What is the point working it out if you already have the y value, is it just to get another y value at the end???

It's because when you integrate a function, the solution is a FAMILY of functions, due to there being an integration constant. The point of having a boundary condition is that you can solve for the integration constant.

In your case:

\(\displaystyle \frac{dy}{dx} = x\,y\,(1 - y)\)

\(\displaystyle \frac{1}{y\,(1 - y)}\,\frac{dy}{dx} = x\).

Using partial fractions:

\(\displaystyle \frac{A}{y} + \frac{B}{1 - y} = \frac{1}{y\,(1 - y)}\)

\(\displaystyle \frac{A(1 - y) + B\,y}{y\,(1 - y)} = \frac{1}{y\,(1 - y)}\)

\(\displaystyle A(1 - y) + B\,y = 1\)

\(\displaystyle (B - A)\,y + A = 0\,y + 1\).

Equating like coefficients gives

\(\displaystyle B - A = 0\) and \(\displaystyle A = 1\).

So \(\displaystyle B = 1\).

Therefore \(\displaystyle \frac{1}{y\,(1 - y)} = \frac{1}{y} + \frac{1}{1 - y}\).

Back to the DE:

\(\displaystyle \frac{1}{y\,(1 - y)}\,\frac{dy}{dx} = x\)

\(\displaystyle \left(\frac{1}{y} + \frac{1}{1 - y}\right)\,\frac{dy}{dx} = x\)

\(\displaystyle \int{\left(\frac{1}{y} + \frac{1}{1 - y}\right)\,\frac{dy}{dx}\,dx} = \int{x\,dx}\)

\(\displaystyle \int{\left(\frac{1}{y} + \frac{1}{1 - y}\right)\,dy} = \frac{1}{2}\,x^2 + C_1\)

\(\displaystyle \ln{|y|} - \ln{|1 - y|} + C_2 = \frac{1}{2}\,x^2 + C_1\)

\(\displaystyle \ln{\left|\frac{y}{1 - y}\right|} = \frac{1}{2}\,x^2 + C\) where \(\displaystyle C = C_1 - C_2\)

\(\displaystyle \ln{\left|\frac{y - 1 + 1}{1 - y}\right|} = \frac{1}{2}\,x^2 + C\)

\(\displaystyle \ln{\left|-\left(\frac{1 - y}{1 - y}\right) + \frac{1}{1 - y}\right|} = \frac{1}{2}\,x^2 + C\)

\(\displaystyle \ln{\left|-1 + \frac{1}{1 - y}\right|} = \frac{1}{2}\,x^2 + C\)

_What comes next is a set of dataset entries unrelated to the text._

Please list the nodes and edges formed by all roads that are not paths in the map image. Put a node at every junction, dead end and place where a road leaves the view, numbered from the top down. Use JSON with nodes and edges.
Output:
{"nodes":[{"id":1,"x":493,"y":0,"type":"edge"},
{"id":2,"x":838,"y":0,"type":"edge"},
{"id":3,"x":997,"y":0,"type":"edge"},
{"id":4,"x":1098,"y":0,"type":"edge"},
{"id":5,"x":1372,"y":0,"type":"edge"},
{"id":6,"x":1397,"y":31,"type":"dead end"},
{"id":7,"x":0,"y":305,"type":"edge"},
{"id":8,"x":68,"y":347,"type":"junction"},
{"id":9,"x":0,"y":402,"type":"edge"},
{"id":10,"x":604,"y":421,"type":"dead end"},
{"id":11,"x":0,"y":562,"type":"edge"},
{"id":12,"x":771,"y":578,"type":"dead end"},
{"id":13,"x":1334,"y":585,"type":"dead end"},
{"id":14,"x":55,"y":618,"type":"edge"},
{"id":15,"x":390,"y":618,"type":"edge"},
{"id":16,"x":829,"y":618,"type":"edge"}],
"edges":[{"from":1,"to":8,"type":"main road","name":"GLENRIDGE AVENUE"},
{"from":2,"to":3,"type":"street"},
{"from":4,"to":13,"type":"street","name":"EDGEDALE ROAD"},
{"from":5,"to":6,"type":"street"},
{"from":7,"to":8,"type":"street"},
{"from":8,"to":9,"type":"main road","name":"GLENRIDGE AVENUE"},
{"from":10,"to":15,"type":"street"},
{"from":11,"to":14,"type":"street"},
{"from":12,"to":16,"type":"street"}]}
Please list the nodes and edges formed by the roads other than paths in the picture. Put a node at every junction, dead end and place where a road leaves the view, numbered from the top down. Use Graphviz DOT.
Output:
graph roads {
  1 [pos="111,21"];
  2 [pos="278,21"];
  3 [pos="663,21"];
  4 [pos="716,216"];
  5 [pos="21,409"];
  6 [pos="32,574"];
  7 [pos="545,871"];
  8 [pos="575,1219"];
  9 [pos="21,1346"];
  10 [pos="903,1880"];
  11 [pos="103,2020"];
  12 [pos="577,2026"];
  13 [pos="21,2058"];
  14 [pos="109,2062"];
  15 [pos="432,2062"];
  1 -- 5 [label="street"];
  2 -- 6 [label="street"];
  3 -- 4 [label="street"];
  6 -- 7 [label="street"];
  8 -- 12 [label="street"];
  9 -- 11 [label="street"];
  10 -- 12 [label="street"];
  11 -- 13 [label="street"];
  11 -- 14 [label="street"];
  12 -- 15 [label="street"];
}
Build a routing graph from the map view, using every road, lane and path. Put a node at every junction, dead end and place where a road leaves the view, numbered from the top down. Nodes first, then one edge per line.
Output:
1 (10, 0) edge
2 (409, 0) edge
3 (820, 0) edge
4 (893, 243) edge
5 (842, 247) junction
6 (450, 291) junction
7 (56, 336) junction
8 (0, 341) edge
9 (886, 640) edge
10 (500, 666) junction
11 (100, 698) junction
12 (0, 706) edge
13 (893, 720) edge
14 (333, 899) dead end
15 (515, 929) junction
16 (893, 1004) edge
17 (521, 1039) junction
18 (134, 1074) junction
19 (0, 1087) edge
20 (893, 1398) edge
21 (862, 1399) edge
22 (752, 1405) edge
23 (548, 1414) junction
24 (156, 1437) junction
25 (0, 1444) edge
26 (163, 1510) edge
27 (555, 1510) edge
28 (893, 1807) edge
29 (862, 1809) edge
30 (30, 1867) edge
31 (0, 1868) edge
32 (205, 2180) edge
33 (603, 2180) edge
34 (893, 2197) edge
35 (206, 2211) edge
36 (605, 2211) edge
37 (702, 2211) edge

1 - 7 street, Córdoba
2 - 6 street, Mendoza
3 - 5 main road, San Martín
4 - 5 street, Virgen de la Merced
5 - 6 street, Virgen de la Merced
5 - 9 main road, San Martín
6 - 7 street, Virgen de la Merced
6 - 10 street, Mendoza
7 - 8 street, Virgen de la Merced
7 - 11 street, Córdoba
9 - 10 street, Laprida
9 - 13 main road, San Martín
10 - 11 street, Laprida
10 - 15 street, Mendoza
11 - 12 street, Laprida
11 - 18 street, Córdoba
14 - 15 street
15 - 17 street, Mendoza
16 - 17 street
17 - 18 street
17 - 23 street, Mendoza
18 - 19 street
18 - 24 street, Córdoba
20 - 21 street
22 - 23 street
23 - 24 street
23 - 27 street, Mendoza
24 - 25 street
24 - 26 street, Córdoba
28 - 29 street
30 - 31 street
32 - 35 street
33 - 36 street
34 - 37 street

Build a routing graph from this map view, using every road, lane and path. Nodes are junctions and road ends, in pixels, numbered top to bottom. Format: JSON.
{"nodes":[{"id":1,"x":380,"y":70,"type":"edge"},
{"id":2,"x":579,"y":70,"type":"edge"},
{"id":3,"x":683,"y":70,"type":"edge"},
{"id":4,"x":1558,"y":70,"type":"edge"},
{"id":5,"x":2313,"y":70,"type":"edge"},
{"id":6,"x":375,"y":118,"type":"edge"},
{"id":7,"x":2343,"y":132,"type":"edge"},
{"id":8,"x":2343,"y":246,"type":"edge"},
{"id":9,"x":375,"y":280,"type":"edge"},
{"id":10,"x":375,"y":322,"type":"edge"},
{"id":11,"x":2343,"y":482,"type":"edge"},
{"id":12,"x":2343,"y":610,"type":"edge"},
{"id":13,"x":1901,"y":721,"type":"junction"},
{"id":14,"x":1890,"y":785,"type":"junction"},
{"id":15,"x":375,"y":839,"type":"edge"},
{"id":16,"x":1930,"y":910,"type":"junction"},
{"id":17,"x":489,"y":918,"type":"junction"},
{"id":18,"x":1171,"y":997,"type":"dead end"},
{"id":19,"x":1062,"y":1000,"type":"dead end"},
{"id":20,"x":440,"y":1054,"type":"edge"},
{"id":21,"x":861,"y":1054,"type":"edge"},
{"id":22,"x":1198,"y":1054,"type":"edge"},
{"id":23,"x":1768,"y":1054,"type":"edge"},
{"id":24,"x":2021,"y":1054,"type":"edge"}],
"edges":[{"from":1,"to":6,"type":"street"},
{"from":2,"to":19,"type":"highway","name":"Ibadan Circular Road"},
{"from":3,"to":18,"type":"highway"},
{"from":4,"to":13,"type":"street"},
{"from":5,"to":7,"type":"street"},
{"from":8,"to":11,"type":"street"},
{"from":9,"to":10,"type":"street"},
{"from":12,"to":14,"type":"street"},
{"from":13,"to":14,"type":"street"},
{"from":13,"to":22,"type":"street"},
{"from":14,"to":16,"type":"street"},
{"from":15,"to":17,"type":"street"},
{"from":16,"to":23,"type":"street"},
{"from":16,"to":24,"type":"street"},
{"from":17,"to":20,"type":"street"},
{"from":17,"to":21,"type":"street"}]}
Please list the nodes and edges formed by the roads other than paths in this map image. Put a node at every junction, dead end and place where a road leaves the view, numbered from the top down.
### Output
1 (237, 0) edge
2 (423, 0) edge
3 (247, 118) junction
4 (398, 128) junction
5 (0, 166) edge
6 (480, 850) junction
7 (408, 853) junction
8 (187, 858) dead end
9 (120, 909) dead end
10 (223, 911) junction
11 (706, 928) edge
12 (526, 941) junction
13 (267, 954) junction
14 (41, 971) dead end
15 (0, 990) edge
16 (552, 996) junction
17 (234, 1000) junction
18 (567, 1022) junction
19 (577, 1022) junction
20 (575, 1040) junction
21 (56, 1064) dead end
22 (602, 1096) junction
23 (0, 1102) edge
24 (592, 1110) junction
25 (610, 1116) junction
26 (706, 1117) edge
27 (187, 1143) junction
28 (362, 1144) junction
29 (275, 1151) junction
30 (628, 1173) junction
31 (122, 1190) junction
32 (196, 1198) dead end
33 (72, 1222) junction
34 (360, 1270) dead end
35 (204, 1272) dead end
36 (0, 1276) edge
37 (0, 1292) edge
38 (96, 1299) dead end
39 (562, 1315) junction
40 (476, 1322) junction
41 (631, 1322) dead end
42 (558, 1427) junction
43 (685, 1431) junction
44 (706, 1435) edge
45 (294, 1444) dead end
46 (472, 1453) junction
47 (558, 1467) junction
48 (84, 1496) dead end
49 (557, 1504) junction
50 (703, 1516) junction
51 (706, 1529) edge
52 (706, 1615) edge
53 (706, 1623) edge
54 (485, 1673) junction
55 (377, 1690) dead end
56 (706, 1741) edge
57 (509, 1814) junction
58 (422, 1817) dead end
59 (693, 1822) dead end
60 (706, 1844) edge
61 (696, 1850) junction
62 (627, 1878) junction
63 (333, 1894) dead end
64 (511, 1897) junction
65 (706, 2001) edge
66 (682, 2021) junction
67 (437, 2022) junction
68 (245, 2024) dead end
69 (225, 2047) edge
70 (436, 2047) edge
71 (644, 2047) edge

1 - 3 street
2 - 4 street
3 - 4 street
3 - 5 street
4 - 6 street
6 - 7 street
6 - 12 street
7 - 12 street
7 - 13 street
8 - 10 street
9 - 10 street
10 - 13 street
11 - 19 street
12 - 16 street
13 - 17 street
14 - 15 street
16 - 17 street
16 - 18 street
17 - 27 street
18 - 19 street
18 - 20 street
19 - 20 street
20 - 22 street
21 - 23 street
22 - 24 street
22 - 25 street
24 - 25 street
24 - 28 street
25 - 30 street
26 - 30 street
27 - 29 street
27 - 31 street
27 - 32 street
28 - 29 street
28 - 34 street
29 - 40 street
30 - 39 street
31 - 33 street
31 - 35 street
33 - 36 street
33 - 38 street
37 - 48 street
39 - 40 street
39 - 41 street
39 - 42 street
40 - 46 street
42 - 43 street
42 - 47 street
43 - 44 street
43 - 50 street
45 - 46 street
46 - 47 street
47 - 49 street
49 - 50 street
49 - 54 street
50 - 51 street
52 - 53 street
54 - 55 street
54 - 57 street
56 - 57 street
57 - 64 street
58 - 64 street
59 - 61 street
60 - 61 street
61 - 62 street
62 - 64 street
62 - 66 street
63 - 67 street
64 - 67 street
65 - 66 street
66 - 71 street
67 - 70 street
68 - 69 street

\(\displaystyle \left|-1 + \frac{1}{1 - y}\right| = e^{\frac{1}{2}\,x^2 + C}\)

\(\displaystyle \left|-1 + \frac{1}{1 - y}\right| = e^C\,e^{\frac{1}{2}\,x^2}\)

\(\displaystyle -1 + \frac{1}{1 - y} = A\,e^{\frac{1}{2}\,x^2}\) where \(\displaystyle A = \pm e^{C}\)

\(\displaystyle \frac{1}{1 - y} = A\,e^{\frac{1}{2}\,x^2} + 1\)

\(\displaystyle 1 - y = \frac{1}{A\,e^{\frac{1}{2}\,x^2}}\)

\(\displaystyle y = 1 - \frac{1}{A\,e^{\frac{1}{2}\,x^2}}\).

Now using the boundary condition that \(\displaystyle y(0) = \frac{1}{2}\) we find

\(\displaystyle \frac{1}{2} = 1 - \frac{1}{A\,e^{\frac{1}{2}(0)^2}}\)

\(\displaystyle \frac{1}{A\,e^{0}} = 1 - \frac{1}{2}\)

\(\displaystyle \frac{1}{A} = \frac{1}{2}\)

\(\displaystyle A = 2\).

So finally, the solution is

\(\displaystyle y = 1 - \frac{1}{2\,e^{\frac{1}{2}\,x^2}}\)

\(\displaystyle y = \frac{2\,e^{\frac{1}{2}\,x^2} - 1}{2\,e^{\frac{1}{2}\,x^2}}\).